══ Provided data

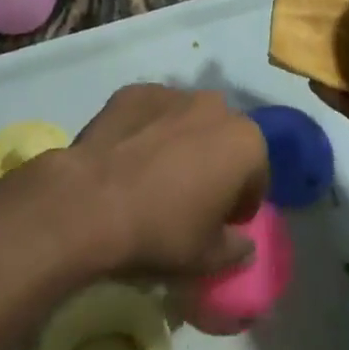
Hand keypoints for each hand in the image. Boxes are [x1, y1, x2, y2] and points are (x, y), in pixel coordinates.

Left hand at [52, 84, 267, 278]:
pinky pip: (151, 112)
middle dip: (214, 162)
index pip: (256, 174)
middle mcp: (214, 105)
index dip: (240, 202)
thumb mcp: (208, 259)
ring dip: (181, 141)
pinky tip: (128, 156)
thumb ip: (235, 248)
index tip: (219, 222)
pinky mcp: (134, 90)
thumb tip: (241, 241)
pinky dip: (147, 128)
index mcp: (244, 142)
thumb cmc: (162, 231)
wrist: (92, 200)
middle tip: (189, 196)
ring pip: (187, 119)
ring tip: (155, 174)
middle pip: (223, 138)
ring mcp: (171, 92)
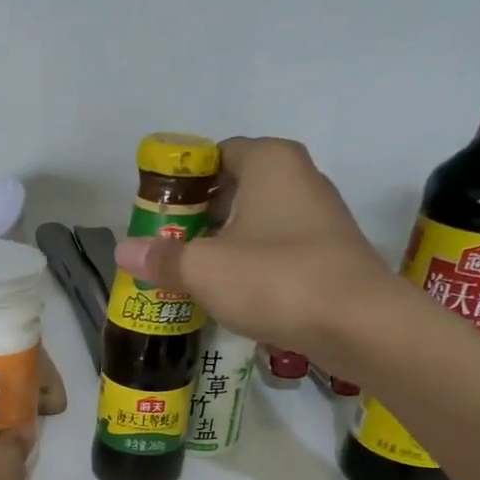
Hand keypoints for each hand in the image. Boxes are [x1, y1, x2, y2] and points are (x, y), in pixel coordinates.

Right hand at [114, 137, 392, 356]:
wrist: (357, 324)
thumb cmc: (275, 280)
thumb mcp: (205, 269)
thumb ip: (162, 258)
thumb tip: (121, 251)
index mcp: (269, 161)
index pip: (214, 154)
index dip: (181, 182)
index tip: (156, 213)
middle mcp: (298, 177)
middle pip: (233, 188)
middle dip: (198, 216)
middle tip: (165, 246)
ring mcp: (317, 216)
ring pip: (255, 220)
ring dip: (223, 243)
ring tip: (189, 273)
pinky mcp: (326, 252)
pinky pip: (275, 247)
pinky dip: (249, 262)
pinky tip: (229, 291)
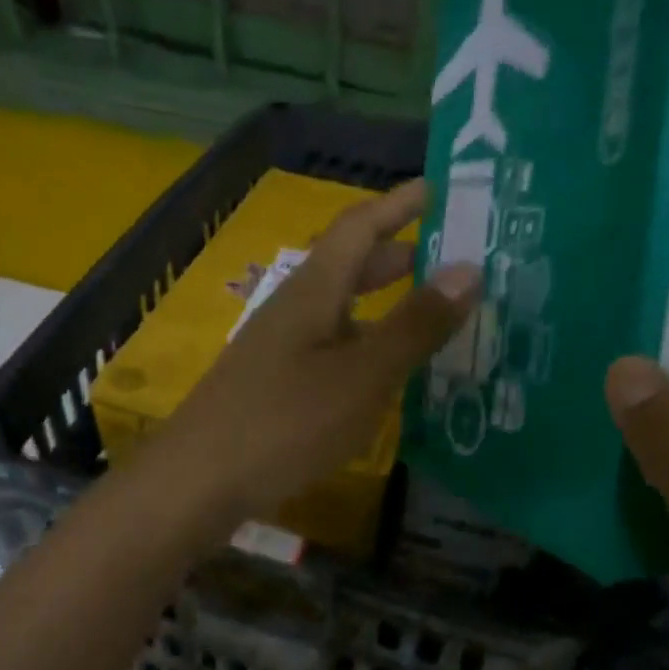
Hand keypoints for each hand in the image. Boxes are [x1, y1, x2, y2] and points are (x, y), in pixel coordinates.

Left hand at [153, 178, 481, 532]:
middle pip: (349, 265)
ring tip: (433, 316)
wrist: (199, 482)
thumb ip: (415, 325)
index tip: (443, 187)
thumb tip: (470, 268)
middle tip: (453, 258)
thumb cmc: (286, 422)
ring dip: (384, 304)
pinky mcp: (274, 385)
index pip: (360, 225)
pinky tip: (385, 374)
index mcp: (313, 290)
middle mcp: (294, 308)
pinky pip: (331, 348)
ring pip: (340, 310)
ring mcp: (279, 348)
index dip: (400, 203)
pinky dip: (365, 346)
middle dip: (399, 255)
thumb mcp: (363, 375)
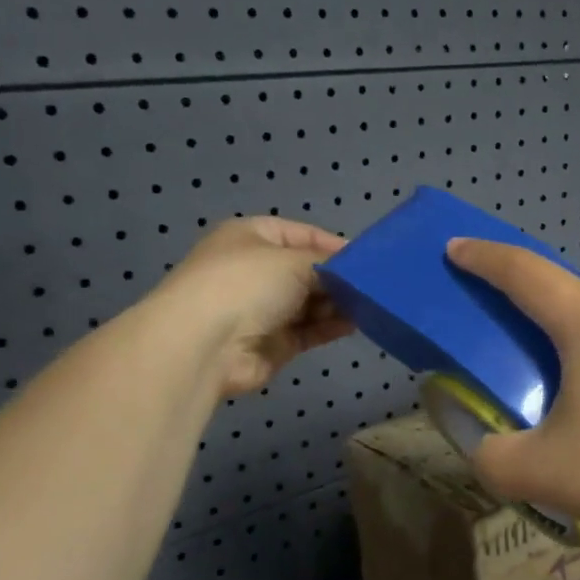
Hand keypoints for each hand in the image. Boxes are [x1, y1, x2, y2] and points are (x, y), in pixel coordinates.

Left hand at [158, 217, 353, 395]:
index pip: (301, 234)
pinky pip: (310, 330)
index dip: (333, 244)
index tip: (367, 257)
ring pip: (311, 303)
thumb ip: (327, 264)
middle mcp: (256, 271)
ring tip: (372, 303)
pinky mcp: (274, 343)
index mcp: (252, 237)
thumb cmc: (246, 284)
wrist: (204, 345)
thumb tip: (350, 272)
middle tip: (375, 284)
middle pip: (307, 271)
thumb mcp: (293, 261)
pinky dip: (331, 326)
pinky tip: (356, 323)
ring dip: (338, 303)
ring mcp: (264, 309)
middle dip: (338, 277)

════

— Task to complete —
Would you retype each line above exactly and skip every image?

— Solution —
Hand keypoints for each hand in the image. Boxes are [x1, y1, x2, y2] and points are (x, y), in pixel coordinates.

Left hand at [52, 84, 267, 278]:
pinky pip: (151, 112)
middle dip: (214, 162)
index pip: (256, 174)
middle mcp: (214, 105)
index dip: (240, 202)
thumb mcp: (208, 259)
ring dip: (181, 141)
pinky tip: (128, 156)
thumb ip: (235, 248)
index tip: (219, 222)
pinky mcp: (134, 90)
thumb tip: (241, 241)
pinky dip: (147, 128)
index mcp: (244, 142)
thumb cmc: (162, 231)
wrist: (92, 200)
middle tip: (189, 196)
ring pip: (187, 119)
ring tip: (155, 174)
middle pip: (223, 138)
ring mcp: (171, 92)
Hand keypoints for each hand in the image. Boxes are [x1, y1, x2, y2] and points are (x, y), in pixel coordinates.

Right hand at [114, 137, 392, 356]:
wrist: (357, 324)
thumb cmc: (275, 280)
thumb mcp: (205, 269)
thumb ip: (162, 258)
thumb tip: (121, 251)
index mcp: (269, 161)
index pip: (214, 154)
index dip: (181, 182)
index tip: (156, 213)
middle mcp: (298, 177)
middle pip: (233, 188)
middle dip: (198, 216)
middle tip: (165, 246)
ring mcp: (317, 216)
ring pip: (255, 220)
ring dip: (223, 243)
ring tip: (189, 273)
pinky mcp: (326, 252)
pinky pip: (275, 247)
pinky dip: (249, 262)
pinky tip: (229, 291)
Hand keypoints for each hand in the image. Boxes are [x1, y1, x2, y2] and points are (x, y), in pixel coordinates.

Left hand at [153, 178, 481, 532]:
middle pip: (349, 265)
ring tip: (433, 316)
wrist: (199, 482)
thumb ip: (415, 325)
index tip: (443, 187)
thumb tip: (470, 268)
middle tip: (453, 258)
thumb cmc: (286, 422)
ring dip: (384, 304)
pinky mcp: (274, 385)
index pip: (360, 225)
pinky tip: (385, 374)
index mcp: (313, 290)
middle mcp: (294, 308)
pinky pip: (331, 348)
ring pip: (340, 310)
ring mcp: (279, 348)
index dip: (400, 203)
pinky dip: (365, 346)
middle dip: (399, 255)
thumb mcp: (363, 375)
Hand keypoints for each hand in the image. Boxes are [x1, y1, x2, y2] and points are (x, y), in pixel coordinates.

Left hand at [158, 217, 353, 395]:
index pip: (301, 234)
pinky pip: (310, 330)
index dip: (333, 244)
index tip: (367, 257)
ring pip: (311, 303)
thumb ip: (327, 264)
middle mcp: (256, 271)
ring tip: (372, 303)
pinky mcp: (274, 343)
index mcp: (252, 237)
thumb cmc: (246, 284)
wrist: (204, 345)
thumb tip: (350, 272)
middle tip: (375, 284)
middle pip: (307, 271)
thumb mcp: (293, 261)
pinky dip: (331, 326)
pinky tip: (356, 323)
ring dip: (338, 303)
ring mcp: (264, 309)
middle dip: (338, 277)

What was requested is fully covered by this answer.